Your goal: Scan the data. Collect each line that contains the word "Erie".

*** Dataset content

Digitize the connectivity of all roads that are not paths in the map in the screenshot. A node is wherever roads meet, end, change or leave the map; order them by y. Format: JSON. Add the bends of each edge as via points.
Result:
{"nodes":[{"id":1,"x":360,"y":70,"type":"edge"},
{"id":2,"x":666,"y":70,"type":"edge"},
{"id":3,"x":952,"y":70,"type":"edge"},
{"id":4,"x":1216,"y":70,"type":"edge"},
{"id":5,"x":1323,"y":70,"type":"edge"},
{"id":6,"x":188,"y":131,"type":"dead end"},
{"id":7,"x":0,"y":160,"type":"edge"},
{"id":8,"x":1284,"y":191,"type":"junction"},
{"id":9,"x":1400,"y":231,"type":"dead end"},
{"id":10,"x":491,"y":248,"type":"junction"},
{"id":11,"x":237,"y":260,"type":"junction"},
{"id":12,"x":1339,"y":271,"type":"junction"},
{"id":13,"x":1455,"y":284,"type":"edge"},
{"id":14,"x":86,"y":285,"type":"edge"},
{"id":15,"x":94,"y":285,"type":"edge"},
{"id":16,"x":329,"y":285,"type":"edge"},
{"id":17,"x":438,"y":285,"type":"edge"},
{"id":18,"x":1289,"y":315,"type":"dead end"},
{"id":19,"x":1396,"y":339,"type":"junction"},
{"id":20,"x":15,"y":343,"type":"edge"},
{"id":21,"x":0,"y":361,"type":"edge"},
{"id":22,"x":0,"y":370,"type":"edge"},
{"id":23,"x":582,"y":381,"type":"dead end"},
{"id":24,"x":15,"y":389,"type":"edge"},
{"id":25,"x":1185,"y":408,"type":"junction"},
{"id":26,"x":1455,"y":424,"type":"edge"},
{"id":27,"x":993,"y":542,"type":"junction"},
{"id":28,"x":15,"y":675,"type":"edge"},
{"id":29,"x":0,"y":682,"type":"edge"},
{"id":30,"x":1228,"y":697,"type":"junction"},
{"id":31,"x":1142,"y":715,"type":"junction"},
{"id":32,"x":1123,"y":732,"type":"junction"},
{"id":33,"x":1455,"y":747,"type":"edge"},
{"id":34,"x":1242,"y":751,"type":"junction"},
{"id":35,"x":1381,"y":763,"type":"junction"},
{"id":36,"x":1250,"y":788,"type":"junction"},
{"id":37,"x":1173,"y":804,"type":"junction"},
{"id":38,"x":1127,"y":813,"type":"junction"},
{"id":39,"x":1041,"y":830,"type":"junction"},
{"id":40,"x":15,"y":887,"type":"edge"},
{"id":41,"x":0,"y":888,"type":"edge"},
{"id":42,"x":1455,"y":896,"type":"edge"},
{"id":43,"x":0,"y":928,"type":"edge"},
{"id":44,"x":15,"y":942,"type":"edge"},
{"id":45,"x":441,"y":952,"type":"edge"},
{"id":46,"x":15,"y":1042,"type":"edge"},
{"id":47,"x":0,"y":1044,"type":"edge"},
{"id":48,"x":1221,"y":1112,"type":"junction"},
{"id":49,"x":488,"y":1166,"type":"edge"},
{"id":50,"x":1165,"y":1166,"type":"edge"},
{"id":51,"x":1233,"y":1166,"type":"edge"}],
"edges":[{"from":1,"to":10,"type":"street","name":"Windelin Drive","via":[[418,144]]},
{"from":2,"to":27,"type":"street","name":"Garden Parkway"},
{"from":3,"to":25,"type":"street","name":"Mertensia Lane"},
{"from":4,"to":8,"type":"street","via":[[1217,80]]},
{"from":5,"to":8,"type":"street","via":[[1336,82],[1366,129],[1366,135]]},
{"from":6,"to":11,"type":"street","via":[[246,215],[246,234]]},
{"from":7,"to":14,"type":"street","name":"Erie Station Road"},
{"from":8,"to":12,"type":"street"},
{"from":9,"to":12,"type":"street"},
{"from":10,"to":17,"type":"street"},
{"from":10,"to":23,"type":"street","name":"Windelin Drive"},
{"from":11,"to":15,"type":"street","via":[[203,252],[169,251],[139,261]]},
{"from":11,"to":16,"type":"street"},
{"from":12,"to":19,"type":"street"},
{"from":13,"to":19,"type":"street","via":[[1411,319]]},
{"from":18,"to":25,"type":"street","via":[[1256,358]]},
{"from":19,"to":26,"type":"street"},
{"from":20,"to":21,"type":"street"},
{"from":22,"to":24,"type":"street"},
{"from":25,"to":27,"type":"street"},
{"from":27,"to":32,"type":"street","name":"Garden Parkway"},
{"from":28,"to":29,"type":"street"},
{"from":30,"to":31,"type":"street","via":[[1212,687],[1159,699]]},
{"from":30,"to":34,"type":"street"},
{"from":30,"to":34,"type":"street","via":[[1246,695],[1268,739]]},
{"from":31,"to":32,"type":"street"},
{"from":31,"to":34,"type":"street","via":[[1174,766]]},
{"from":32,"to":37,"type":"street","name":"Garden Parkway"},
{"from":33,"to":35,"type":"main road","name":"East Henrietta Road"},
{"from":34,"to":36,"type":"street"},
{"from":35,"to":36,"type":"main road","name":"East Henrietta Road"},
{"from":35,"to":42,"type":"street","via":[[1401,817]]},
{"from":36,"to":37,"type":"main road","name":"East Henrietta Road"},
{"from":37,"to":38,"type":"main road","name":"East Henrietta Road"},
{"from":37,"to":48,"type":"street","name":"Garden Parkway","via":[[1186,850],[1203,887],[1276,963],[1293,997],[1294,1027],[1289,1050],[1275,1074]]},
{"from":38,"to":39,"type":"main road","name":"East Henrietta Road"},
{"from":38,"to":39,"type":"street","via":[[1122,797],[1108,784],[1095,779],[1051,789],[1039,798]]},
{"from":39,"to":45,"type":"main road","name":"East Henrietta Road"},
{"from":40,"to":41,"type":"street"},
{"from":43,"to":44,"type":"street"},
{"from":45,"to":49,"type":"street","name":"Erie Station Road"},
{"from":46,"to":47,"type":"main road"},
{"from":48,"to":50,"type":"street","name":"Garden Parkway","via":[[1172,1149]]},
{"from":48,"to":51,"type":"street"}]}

******

Result for this exercise:
{"from":7,"to":14,"type":"street","name":"Erie Station Road"},
{"from":45,"to":49,"type":"street","name":"Erie Station Road"},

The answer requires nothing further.